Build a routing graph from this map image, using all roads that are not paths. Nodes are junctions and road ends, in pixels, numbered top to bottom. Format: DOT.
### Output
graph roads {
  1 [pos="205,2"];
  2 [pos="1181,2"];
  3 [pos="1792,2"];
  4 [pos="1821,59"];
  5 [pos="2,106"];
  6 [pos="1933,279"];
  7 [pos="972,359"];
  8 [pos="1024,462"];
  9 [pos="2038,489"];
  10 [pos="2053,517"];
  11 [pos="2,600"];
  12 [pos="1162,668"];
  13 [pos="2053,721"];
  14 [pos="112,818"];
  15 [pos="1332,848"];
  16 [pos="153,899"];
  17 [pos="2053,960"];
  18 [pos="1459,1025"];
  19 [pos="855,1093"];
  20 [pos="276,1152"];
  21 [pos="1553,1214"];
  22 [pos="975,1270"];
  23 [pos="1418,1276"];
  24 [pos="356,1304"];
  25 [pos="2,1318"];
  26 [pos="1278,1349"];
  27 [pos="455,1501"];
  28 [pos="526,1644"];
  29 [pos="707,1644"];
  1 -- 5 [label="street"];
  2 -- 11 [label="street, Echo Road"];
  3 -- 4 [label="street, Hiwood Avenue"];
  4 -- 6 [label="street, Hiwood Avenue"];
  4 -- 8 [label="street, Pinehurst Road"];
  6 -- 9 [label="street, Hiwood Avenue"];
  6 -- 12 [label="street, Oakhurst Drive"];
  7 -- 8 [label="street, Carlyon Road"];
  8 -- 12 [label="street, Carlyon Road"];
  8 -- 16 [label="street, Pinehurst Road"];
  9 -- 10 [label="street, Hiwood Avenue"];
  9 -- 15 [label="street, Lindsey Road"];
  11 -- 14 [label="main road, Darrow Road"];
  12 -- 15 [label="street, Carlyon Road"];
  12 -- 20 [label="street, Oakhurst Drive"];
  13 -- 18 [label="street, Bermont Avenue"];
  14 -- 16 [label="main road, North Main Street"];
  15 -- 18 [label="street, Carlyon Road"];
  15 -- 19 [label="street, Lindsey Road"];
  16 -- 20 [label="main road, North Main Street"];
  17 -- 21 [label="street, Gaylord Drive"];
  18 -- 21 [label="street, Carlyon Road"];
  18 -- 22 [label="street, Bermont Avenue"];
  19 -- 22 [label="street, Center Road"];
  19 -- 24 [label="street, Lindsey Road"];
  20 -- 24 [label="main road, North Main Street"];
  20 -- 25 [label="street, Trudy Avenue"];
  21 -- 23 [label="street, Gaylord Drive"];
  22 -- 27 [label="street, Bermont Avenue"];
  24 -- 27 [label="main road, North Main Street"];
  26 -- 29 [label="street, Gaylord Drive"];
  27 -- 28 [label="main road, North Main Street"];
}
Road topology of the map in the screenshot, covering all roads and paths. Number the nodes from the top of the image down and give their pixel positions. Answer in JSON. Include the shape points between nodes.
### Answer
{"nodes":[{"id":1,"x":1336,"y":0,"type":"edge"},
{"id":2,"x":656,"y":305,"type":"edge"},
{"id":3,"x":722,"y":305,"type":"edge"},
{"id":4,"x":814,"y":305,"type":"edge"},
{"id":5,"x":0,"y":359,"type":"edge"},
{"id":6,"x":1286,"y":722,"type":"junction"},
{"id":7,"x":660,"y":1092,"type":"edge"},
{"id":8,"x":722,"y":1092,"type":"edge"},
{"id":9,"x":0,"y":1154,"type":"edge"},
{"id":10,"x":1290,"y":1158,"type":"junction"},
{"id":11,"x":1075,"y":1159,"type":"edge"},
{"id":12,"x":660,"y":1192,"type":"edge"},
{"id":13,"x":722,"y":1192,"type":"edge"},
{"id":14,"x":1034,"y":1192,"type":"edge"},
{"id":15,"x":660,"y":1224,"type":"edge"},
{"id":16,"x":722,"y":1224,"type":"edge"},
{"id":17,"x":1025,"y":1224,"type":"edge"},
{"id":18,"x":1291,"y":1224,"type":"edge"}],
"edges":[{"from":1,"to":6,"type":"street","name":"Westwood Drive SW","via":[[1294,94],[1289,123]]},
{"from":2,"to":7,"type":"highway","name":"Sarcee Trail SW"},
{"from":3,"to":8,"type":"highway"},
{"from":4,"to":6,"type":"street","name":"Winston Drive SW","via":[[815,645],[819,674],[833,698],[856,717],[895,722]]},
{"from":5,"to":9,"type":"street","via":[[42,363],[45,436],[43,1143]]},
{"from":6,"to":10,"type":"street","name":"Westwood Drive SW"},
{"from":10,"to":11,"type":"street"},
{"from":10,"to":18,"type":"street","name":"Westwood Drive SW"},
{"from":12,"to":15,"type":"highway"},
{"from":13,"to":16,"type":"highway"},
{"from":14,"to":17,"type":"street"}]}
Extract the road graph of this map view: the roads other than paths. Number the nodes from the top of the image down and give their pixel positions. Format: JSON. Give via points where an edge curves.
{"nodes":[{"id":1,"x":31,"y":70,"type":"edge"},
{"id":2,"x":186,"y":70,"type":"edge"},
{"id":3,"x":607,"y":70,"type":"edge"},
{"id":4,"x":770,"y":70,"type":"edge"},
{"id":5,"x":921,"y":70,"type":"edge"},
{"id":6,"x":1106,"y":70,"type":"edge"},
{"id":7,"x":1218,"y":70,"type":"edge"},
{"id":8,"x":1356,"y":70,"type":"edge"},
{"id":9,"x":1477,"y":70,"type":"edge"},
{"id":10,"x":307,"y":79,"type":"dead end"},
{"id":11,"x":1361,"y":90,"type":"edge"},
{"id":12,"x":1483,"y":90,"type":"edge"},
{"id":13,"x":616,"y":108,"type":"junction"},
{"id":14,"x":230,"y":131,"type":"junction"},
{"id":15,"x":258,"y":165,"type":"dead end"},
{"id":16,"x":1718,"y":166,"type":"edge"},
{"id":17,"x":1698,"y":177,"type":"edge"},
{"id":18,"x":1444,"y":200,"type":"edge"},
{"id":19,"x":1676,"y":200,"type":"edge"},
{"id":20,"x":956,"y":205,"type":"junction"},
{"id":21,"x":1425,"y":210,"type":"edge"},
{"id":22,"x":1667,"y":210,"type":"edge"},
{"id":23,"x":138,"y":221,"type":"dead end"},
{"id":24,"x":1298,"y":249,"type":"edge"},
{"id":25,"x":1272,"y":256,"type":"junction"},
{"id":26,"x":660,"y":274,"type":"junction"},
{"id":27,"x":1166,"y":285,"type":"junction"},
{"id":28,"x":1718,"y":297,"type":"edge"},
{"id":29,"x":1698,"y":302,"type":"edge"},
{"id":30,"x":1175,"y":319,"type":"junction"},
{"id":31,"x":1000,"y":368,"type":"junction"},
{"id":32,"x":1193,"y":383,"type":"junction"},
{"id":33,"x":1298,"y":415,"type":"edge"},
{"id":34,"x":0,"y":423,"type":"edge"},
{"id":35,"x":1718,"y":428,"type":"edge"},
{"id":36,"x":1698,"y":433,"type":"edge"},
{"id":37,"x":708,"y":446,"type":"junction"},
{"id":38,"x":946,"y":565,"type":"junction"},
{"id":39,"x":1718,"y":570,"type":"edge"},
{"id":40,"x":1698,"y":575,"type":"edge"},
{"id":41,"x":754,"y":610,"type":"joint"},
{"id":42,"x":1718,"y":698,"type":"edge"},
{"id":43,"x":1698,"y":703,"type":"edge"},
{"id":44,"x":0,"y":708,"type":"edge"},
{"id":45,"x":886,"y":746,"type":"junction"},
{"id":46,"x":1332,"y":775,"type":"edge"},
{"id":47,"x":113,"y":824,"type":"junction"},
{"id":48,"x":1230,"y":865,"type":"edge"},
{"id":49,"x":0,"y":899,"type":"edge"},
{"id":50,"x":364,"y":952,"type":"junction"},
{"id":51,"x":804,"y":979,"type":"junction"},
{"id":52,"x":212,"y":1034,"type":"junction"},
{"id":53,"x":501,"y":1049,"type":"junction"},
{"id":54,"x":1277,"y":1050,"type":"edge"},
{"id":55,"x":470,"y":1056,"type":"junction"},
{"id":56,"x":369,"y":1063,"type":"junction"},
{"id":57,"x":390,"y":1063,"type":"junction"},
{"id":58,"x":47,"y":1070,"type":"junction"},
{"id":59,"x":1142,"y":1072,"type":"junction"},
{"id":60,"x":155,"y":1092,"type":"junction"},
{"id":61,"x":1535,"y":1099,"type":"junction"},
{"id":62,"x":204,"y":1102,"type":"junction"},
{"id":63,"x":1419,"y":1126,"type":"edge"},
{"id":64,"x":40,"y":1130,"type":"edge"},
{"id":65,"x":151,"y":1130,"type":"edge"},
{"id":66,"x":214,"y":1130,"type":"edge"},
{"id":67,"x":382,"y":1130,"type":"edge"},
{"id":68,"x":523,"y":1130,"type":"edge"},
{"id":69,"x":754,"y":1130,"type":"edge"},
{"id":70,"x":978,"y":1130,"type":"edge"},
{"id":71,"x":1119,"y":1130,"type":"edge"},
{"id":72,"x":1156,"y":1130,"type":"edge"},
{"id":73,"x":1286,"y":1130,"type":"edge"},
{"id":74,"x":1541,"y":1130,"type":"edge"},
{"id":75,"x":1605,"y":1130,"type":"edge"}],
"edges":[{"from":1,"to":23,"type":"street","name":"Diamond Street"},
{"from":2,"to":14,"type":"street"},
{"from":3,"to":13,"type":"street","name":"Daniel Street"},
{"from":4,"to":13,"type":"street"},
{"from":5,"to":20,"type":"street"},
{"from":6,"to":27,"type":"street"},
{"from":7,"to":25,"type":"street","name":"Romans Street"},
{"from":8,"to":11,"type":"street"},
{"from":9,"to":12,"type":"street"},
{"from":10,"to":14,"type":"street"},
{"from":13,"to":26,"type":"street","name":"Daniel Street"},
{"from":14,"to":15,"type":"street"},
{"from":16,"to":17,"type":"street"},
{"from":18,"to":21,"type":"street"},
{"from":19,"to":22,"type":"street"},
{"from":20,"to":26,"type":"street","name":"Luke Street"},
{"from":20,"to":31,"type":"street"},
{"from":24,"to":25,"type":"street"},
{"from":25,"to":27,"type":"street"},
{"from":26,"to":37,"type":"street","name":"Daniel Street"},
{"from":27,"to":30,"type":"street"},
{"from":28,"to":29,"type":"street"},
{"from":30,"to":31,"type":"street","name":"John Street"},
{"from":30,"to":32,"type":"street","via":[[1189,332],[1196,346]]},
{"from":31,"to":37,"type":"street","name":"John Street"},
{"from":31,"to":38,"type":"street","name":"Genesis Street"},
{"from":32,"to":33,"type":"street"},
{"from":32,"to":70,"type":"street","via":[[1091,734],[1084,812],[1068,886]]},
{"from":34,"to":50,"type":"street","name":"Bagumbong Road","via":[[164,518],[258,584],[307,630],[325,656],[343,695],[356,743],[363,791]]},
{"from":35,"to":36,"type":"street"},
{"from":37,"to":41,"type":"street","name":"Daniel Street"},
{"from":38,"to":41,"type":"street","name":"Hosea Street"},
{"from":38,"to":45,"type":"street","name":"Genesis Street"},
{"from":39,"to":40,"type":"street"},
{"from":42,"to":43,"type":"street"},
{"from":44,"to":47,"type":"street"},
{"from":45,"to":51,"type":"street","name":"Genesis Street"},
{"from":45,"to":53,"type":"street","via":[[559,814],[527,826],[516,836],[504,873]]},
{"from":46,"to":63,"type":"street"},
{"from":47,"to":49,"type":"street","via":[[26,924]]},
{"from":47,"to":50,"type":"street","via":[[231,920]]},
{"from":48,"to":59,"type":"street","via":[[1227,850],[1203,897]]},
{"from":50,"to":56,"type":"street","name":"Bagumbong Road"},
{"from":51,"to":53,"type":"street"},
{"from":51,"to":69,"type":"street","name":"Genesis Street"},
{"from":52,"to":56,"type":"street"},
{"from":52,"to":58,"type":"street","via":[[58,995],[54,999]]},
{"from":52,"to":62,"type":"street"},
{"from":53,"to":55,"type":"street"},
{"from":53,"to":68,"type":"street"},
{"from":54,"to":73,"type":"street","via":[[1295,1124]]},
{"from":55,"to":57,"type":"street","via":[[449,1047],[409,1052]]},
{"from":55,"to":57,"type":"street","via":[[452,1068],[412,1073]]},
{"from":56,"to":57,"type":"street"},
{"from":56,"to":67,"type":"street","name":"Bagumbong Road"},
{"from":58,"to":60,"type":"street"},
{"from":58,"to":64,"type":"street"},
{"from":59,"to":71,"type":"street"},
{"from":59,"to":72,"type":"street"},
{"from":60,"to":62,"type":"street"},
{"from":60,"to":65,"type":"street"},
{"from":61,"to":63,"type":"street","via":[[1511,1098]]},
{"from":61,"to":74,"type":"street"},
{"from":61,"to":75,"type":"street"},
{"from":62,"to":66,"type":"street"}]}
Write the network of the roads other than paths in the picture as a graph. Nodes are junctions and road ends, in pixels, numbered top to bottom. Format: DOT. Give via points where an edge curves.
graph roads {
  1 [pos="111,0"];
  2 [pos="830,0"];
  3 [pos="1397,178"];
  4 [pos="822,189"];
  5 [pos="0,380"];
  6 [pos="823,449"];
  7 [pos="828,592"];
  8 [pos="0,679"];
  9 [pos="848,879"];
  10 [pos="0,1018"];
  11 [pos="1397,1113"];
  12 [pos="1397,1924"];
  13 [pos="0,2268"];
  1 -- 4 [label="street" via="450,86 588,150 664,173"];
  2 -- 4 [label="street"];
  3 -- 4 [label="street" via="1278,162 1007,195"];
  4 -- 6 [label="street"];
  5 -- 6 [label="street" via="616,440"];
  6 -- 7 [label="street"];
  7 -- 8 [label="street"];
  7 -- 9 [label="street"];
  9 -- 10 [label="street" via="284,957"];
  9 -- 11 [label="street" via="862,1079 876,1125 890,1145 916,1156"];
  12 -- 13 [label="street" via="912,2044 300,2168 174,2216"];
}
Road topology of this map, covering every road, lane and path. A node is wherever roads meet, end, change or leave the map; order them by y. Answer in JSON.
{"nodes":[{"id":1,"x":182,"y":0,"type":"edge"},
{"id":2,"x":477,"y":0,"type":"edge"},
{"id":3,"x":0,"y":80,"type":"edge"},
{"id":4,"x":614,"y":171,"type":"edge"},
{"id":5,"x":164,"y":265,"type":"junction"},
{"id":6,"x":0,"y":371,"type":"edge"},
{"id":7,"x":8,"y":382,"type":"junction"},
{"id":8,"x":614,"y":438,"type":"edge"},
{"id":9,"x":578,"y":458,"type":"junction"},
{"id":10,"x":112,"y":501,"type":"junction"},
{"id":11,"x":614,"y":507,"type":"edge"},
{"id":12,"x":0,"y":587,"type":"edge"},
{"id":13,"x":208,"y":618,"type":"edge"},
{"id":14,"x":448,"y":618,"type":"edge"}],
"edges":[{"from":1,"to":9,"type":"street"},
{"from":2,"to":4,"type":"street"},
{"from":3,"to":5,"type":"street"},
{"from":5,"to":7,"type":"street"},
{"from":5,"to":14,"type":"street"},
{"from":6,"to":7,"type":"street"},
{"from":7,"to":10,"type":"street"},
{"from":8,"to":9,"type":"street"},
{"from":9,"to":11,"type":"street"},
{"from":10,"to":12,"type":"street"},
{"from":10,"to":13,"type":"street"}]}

● ● ● ●

* **Goal of the exercise**
The expected answer is a copy of each line above containing "Oakhurst".

* **Expected answer**
  6 -- 12 [label="street, Oakhurst Drive"];
  12 -- 20 [label="street, Oakhurst Drive"];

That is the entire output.